MONTENERO DI BISACCIA. "Sottrazione d’acqua a uno strato di terreno o a materie incoerenti che ne sono imbevuti, mediante speciali manufatti". Così il vocabolario Treccani alla voce "drenaggio", argomento d'attualità in queste due ultime settimane, dopo che un violento acquazzone ha messo fuori uso l'erbetta finta dello stadio De Santis. Ma si tratta di un problema solo di oggi? E quando c'era l'erba vera come andavano le cose?
Eccone una sintesi. Correva la fine del 2002 quando lo stadio comunale aperto da appena due anni manifestava i primi problemi di drenaggio. Non si chiamavano ancora bombe d'acqua, ma quegli acquazzoni oggi tristemente ricorrenti avevano cominciato a fare la loro comparsa. Un evento su tutti: il ponte sul Trigno sarebbe crollato di lì a qualche settimana per l'eccesso di precipitazioni.
Il De Santis, già considerato uno dei migliori in regione, diventava sovente inservibile in vari punti, particolarmente a centrocampo. Per il ritiro del fango, giacché l'erba in vari punti spariva e marciva, occorrevano più giorni e capitavano match dove i calciatori (all'epoca categoria Eccellenza) si sentivano un po' come i protagonisti della partita scapoli contro ammogliati di fantozziana memoria.

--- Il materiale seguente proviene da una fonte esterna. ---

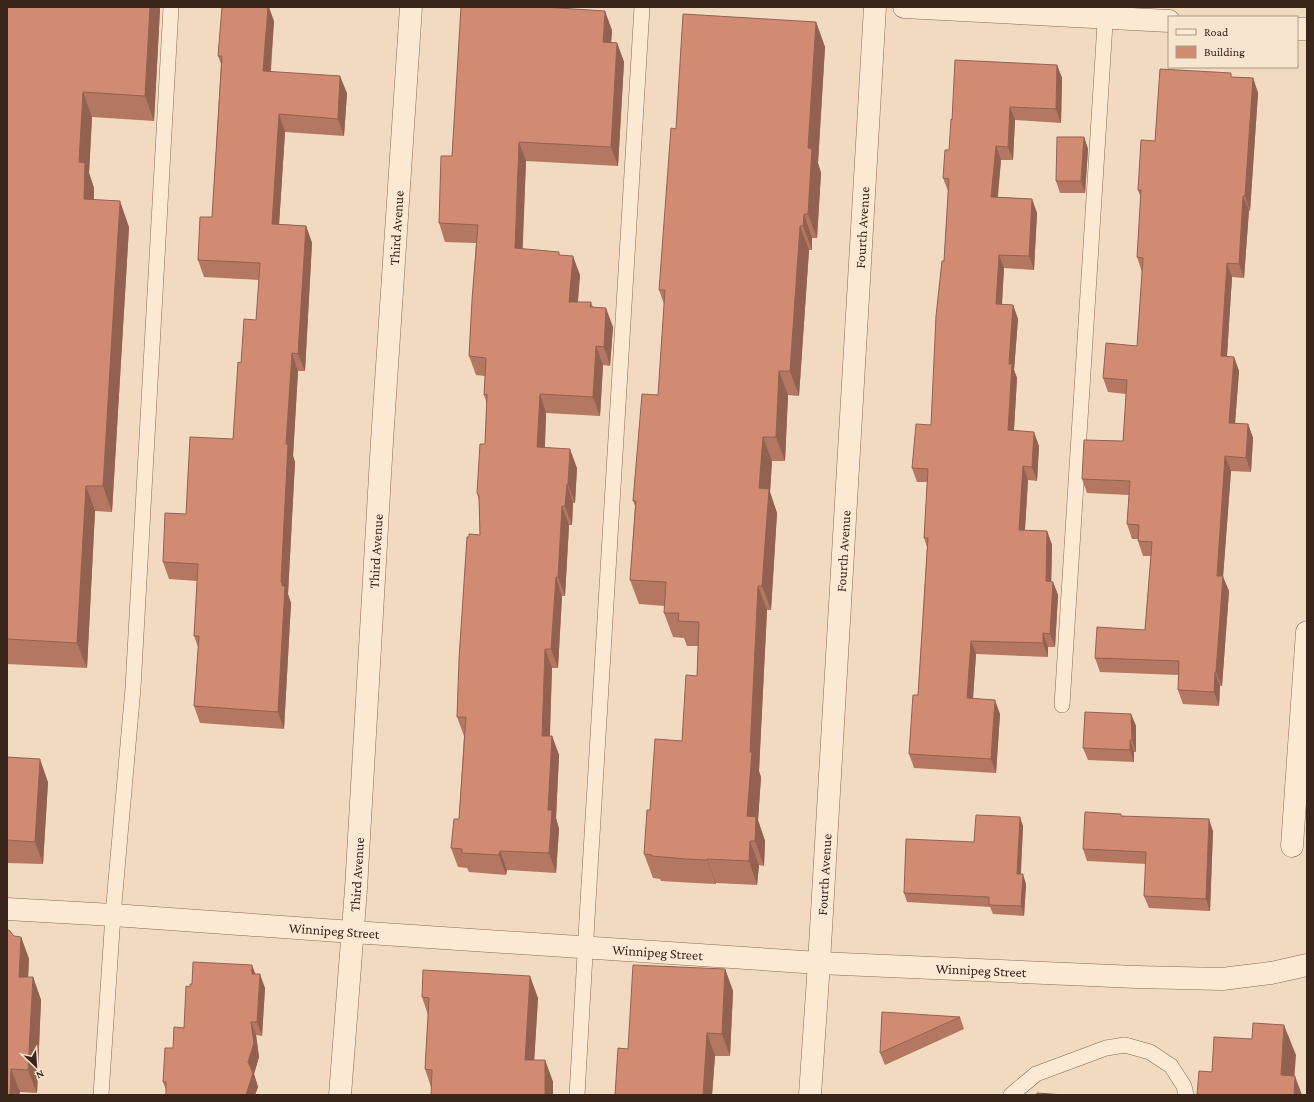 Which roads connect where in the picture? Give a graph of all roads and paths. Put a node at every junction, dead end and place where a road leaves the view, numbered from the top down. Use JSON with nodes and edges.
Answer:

(lo stadio De Santis nel dicembre 2002)
Fu così che all'inizio del 2003 l'amministrazione comunale incaricò una ditta specializzata di provvedere lo stadio di ulteriori canali di drenaggio. Con una specie di motozappa sul campo furono scavate diverse mini trincee, larghe alcune decine di centimetri e profonde altrettanto. Il loro fondamentale compito: lasciar defluire l'acqua piovana. Ripiantata l'erbetta (vera), lo stadio dopo qualche settimana tornò ad essere fruibile.
(lavori nel gennaio 2003)
E furono anni fortunati e memorabili per il calcio locale e per i tifosi, forti di uno stadio che da allora funzionò, fu invidiato e implementato per ospitare anche un campionato di serie D, oltre che manifestazioni varie a carattere regionale e non. Le piogge violente eccome se arrivavano, ma il De Santis, tenace come il Vincenzo giocatore e podista cui si volle intitolarlo, non fu più chiuso perché il drenaggio funzionava.
Negli anni Dieci, ed è storia recente, fu il periodo peggiore, per la società di calcio e per lo stesso stadio. L'abbandono e la macchia mediterranea alta fino a metà porta al posto dell'erbetta erano la visione pietosa che appariva a chi sbirciava attraverso i cancelli. Poi la decisione di rinunciare all'erba vera in favore di quella sintetica, fino all'inaugurazione del settembre scorso con un raggiante Nicola Travaglini ormai a fine mandato. Era infatti la settimana precedente le elezioni comunali 2020, alle quali il sindaco uscente non avrebbe partecipato ma era chiaro come la luce del sole che appoggiava l'attuale inquilino di Palazzo di città , Simona Contucci.
Più che scontata l'accusa di cambiale elettorale presentata all'incasso.
Il "nuovo" stadio arrivava in un periodo difficile, proprio quando la pausa estiva della pandemia da Covid-19 era alle battute finali. Di nuovo chiusura, per mesi niente partite e né corsette (perché ora c'era anche la pista). Infine la ripresa primaverile, la speranza comune a tutto il mondo che si potesse finalmente tornare alla normalità , anche nella pratica sportiva. E poi ancora il mega acquazzone di metà luglio a guastare tutto: il materiale di intaso accumulato dappertutto, il campo inservibile e bisognoso di una speciale spazzolata, la pista anch'essa rovinata, le polemiche fra chi parla di danni tutto sommato limitati e rimediabili, e chi invece vede delle criticità che rendono lo stadio vulnerabile a ogni pioggia violenta. E poi la strana voce, smentita dal sindaco in ogni caso, che occorrerebbero cinquantamila euro per rimettere a posto l'erbetta sintetica.
Comunque vada, se il De Santis manifesterà ancora problemi di drenaggio, non basterà come diciotto anni fa una particolare motozappa. Quanto basta, pertanto, per ipotizzare che non finirà mai la disputa fra chi sostiene che era meglio lasciare l'erbetta vera e chi invece propende per l'attuale sintetico.